Jeepnflyfish Believe Me I Probalbly Have Fished As Much Artificial As I Do Baitfish, If Not More, I Was Just Trying To Help Khangler Out. I Know How It Used To Be Driving All The Way From Philly To Go Fishing, So I Was Suggesting Baitfishing For A Nice Long Days Worth Of Fishing, I Dont Know How Often Khangler Gets To Go Fishing And To Come All The Way Down For A Days Trip, (for Me It Would Be A 8 To 12 Hours Straight Of Fishing Then Drive All The Way Back To Philly At 4:00 Am), Now If Someone Can Chuck Plugs For That Long God Bless Em, I Was Just Trying To Keep It Simple.


----------



## djcoast

For Clamchucking I Use A 10ft Sea Striker With A Mitchell Nautil, 30# Power Pro, And A 3 Or 4 Oz Spike Weight. I Rarely Ever Use More Than 4 Oz. Also A Top And Bottom Rig With Circle Hooks. 

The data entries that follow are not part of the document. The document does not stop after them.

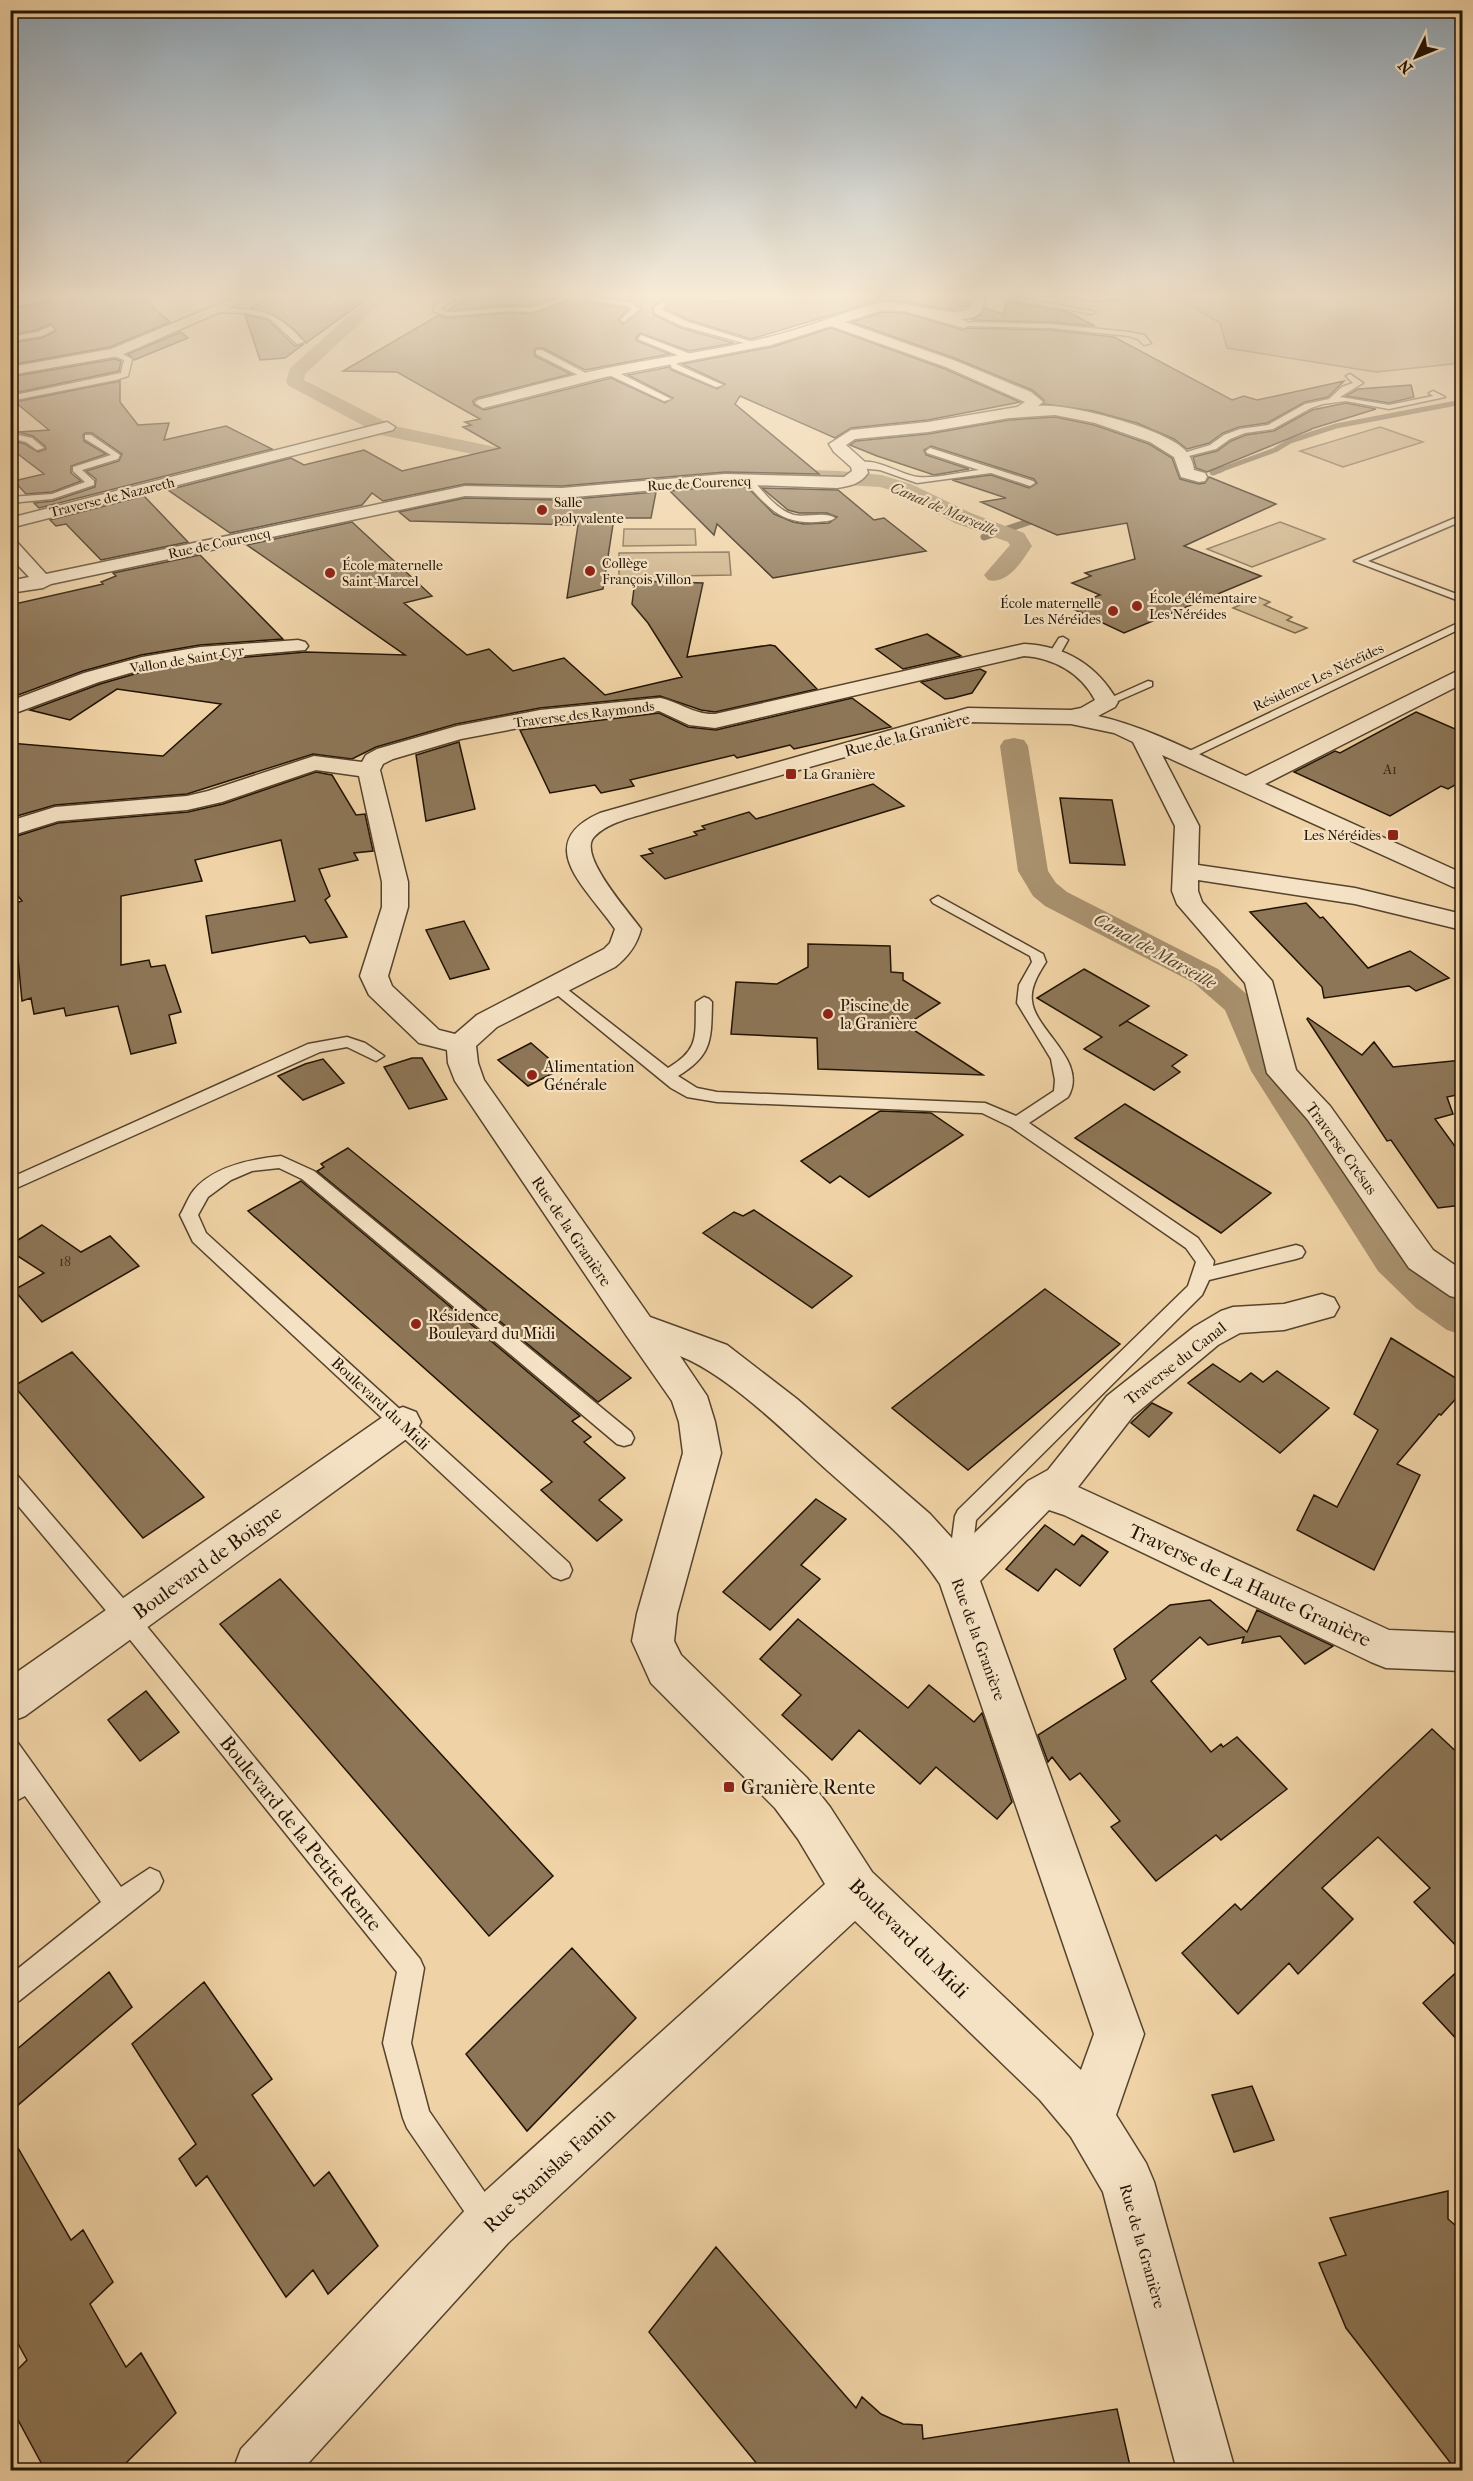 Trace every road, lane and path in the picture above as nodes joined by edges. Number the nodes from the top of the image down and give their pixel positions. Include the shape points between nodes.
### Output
1 (1017, 411) edge
2 (1037, 411) edge
3 (1052, 411) edge
4 (1299, 411) edge
5 (1009, 413) junction
6 (380, 428) dead end
7 (10, 435) edge
8 (87, 437) dead end
9 (40, 448) dead end
10 (930, 452) dead end
11 (1181, 455) junction
12 (990, 471) junction
13 (856, 473) junction
14 (748, 480) junction
15 (1192, 481) dead end
16 (1030, 483) dead end
17 (10, 500) edge
18 (830, 518) dead end
19 (1462, 518) edge
20 (10, 523) edge
21 (10, 545) edge
22 (43, 582) junction
23 (10, 587) edge
24 (1462, 599) edge
25 (1462, 624) edge
26 (298, 646) dead end
27 (1462, 676) edge
28 (1148, 684) dead end
29 (1107, 702) junction
30 (10, 709) edge
31 (1071, 717) junction
32 (1141, 736) junction
33 (1185, 756) junction
34 (369, 770) junction
35 (1248, 784) junction
36 (10, 829) edge
37 (1187, 871) junction
38 (1462, 882) edge
39 (938, 900) dead end
40 (1462, 922) edge
41 (553, 985) junction
42 (704, 1002) dead end
43 (461, 1044) junction
44 (376, 1056) dead end
45 (667, 1076) junction
46 (1017, 1123) junction
47 (10, 1185) edge
48 (1296, 1252) dead end
49 (1202, 1275) junction
50 (1462, 1287) edge
51 (1322, 1307) dead end
52 (638, 1326) junction
53 (403, 1422) junction
54 (624, 1438) dead end
55 (10, 1480) edge
56 (1042, 1492) junction
57 (561, 1570) dead end
58 (958, 1577) junction
59 (127, 1619) junction
60 (1462, 1652) edge
61 (10, 1702) edge
62 (10, 1751) edge
63 (19, 1785) edge
64 (150, 1881) dead end
65 (855, 1889) junction
66 (118, 1905) junction
67 (10, 1992) edge
68 (1089, 2119) junction
69 (489, 2224) junction
70 (262, 2470) edge
71 (1206, 2470) edge

1 - 5 street
2 - 5 street
3 - 11 street via 1070,412 1153,437
4 - 11 lane via 1270,427 1243,431 1213,447
5 - 13 street via 851,435 837,444
6 - 20 street, Traverse de Nazareth
7 - 9 lane
8 - 17 lane via 116,455 76,469 90,483 46,496
10 - 12 lane
11 - 15 street
12 - 13 lane via 918,480 881,467
12 - 16 lane
13 - 14 street, Rue de Courencq via 825,484
14 - 18 lane via 779,514 800,519
14 - 22 street, Rue de Courencq via 562,493 465,491 433,495
19 - 24 lane via 1359,561
21 - 22 street
22 - 23 street, Rue de Courencq
25 - 33 lane, Résidence Les Néréïdes
26 - 30 street, Vallon de Saint-Cyr via 221,651 143,663 78,681
27 - 35 street
28 - 29 lane
29 - 31 street
29 - 34 street, Traverse des Raymonds via 1095,681 1059,647 1024,650 715,721 688,720 660,704 540,717 457,733 385,754 374,760
31 - 32 street, Rue de la Granière
31 - 41 street, Rue de la Granière via 968,715 642,807 602,822 579,839 576,851 580,864 628,929 626,941 605,961
32 - 33 street, Rue de la Granière
32 - 37 street, Traverse Crésus via 1187,826
33 - 35 street, Rue de la Granière
34 - 36 street via 314,763 187,803 55,814
34 - 43 street via 395,882 395,907 374,976 380,989 429,1037
35 - 38 street, Rue de la Granière
37 - 40 street via 1355,896
37 - 50 street, Traverse Crésus via 1185,891 1190,904 1258,981 1282,1073 1319,1113 1421,1259
39 - 46 lane via 1036,954 1039,962 1030,976 1024,1002 1034,1022 1057,1050 1064,1084 1062,1093
41 - 43 street, Rue de la Granière via 487,1021
41 - 45 lane
42 - 45 lane via 702,1048 692,1061
43 - 52 street, Rue de la Granière via 470,1081
44 - 47 lane via 354,1042 339,1041 314,1048
45 - 46 lane via 693,1093 717,1097 984,1108
46 - 49 lane via 1192,1243 1205,1262
48 - 49 lane
49 - 58 lane via 1195,1290 966,1516
51 - 56 street, Traverse du Canal via 1284,1317 1233,1320 1206,1336 1120,1406 1061,1481
52 - 58 street, Rue de la Granière via 714,1355 784,1409 916,1526
52 - 65 street, Boulevard du Midi via 689,1396 702,1453 653,1641 666,1669 792,1793
53 - 54 lane, Boulevard du Midi via 199,1237 189,1215 201,1193 249,1165 281,1162 308,1175
53 - 57 lane, Boulevard du Midi
53 - 59 street, Boulevard de Boigne
55 - 59 lane, Boulevard de la Petite Rente
56 - 58 street, Traverse du Canal
56 - 60 street, Traverse de La Haute Granière via 1076,1503 1386,1649
58 - 68 street, Rue de la Granière via 1119,2034
59 - 61 street, Boulevard de Boigne
59 - 69 lane, Boulevard de la Petite Rente via 411,1968 396,2043 417,2118
62 - 63 lane
63 - 66 lane
64 - 66 lane
65 - 68 street, Boulevard du Midi via 1058,2082
65 - 69 street, Rue Stanislas Famin
66 - 67 lane
68 - 71 street, Rue de la Granière via 1127,2182
69 - 70 street, Rue Stanislas Famin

For Artificial, I Use A 8ft Tica With A Shimano Spheros 4000 And 12# Test.believe It Or Not I've Had The Best Luck On A Boons Needlefish, (yellow).its Unreal, This Thing Has No Action But Stripers Attack This Thing Like Theres No Tomorrow.

Also I Appologized For Downtalkin Sand Sharks, After All My First Ever Fish From The Surf Was A 4 1/2 Footer Which Made Me Addicted Ever Since.


----------



## djcoast

Shaggy I Seen A 9ft Ocean Master Surf Combo With A Nive Reel By Them Also,($130.00) How Do You Like Them, Any Trouble, I Might Get It For The Fall, Where I Fish The Most, 9ft Is Perfect, The Surf Usually Aint To Bad. By The Way Fellow Fisherman The Offshore Angler Saltwater Catalog Is Awesome.
1-800-bass Pro.


----------



## KHangler

I don't discriminate - I like live bait, plugs, whatever. And I'm not a shark hound, I just like catching fish. Check that. I love it.

It's nice to see the NJ forum getting some posting - it's been kind of dormant the past couple months.


----------



## Flyersfan

DJ....Most of the year my blood is black and orange...but part of the year it's green, I just finished watching the history of the Eagles...great if you haven't seen it.


----------



## shaggy

Only one football video/DVD needs to be owned and viewed, the "Greatest Game Ever Played", the Baltimore Colts vs. the New York Giants, also changed the face of football and broadcasting.

Have Jeep will travel


----------



## djcoast

I Have Seen It Flyersfan, Seriously Good
Have You Seen Nfl Presents - "a Look At Veterans Statium And The Passion Of The City's Fans"


----------